In 2001 The Discovery Institute, a fundamentalist conservative Christian think tank based in Seattle, Washington, released a document named A Scientific Dissent from Darwinism. This is a list of scientists who were prepared to state that they were 'sceptical about the ability of random mutations and natural selection to account for the complexity of life' and 'dispute that all known scientific evidence supports [Darwinian] evolution'. As of the August 2008 update, it consisted of 761 signatures. The Discovery Institute and other creationist organisations such as Answers In Genesis regularly refer to the document to support their view that intelligent design should be taught as a genuine science.

I think it is one of the more persuasive arguments of creationists, however it is fairly easy to see some fundamental flaws in the tactic of producing a list of supporters to uphold a knowledge claim.
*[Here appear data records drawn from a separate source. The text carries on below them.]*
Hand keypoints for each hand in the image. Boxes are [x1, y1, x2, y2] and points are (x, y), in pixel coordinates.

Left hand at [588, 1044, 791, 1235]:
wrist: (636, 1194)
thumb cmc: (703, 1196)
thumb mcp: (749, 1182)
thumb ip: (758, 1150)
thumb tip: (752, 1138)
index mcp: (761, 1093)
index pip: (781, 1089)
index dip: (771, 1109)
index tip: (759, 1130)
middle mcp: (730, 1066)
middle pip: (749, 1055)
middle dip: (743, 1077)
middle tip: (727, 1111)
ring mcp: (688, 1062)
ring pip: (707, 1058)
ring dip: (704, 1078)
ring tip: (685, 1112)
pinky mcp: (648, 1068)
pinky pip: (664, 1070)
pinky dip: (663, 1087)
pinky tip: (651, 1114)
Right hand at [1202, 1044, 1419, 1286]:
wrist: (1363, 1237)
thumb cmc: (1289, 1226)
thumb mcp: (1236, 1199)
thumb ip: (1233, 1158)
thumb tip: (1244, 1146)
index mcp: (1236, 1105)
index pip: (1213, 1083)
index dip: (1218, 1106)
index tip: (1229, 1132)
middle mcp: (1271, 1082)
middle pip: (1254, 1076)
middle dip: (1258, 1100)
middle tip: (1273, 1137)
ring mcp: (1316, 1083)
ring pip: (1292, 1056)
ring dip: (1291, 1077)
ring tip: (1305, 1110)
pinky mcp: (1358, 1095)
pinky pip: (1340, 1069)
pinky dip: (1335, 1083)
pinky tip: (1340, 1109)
Firstly, a list of this size represents only around 0.023 % of the world's scientists (Biology and Ideology from Descartes to Dawkins,  Denis Alexander and Ronald L. Numbers (eds), Chicago University Press, 2001). Secondly, a closer perusal shows that many of the scientists have no affiliation to the biological sciences (although of course one has to be careful not to fall into the trap of authority worship). Thirdly, The Discovery Institute appears to have gathered their signatories under an extremely sweeping statement. Doubting that 'all known scientific evidence supports evolution' does not necessarily equate to a belief in creationism or intelligent design. The wording of the statement itself appears to me to be rather specious, since the modern understanding of evolution includes mechanisms other than random mutations and natural selection (including, for example, genetic drift).

In an effort to counter the impact of A Scientific Dissent from Darwinism, the National Center for Science Education produced its own list of supporters of Darwinism. In a demonstration of 'scientific humour', the list is limited to scientists with the name 'Steve' or variations thereof (it was named in honour of the late evolutionary biologist Stephen Jay Gould). Since Steves represent around only 1% of scientists the pool of signatories is therefore small. Despite this, the list is larger and contains more biologists and more eminent scientists than the original. The 300th signature was that of Stephen Hawking. At the time of writing, the Steve-o-Meter stands at 1271 signatories, and can be accessed here.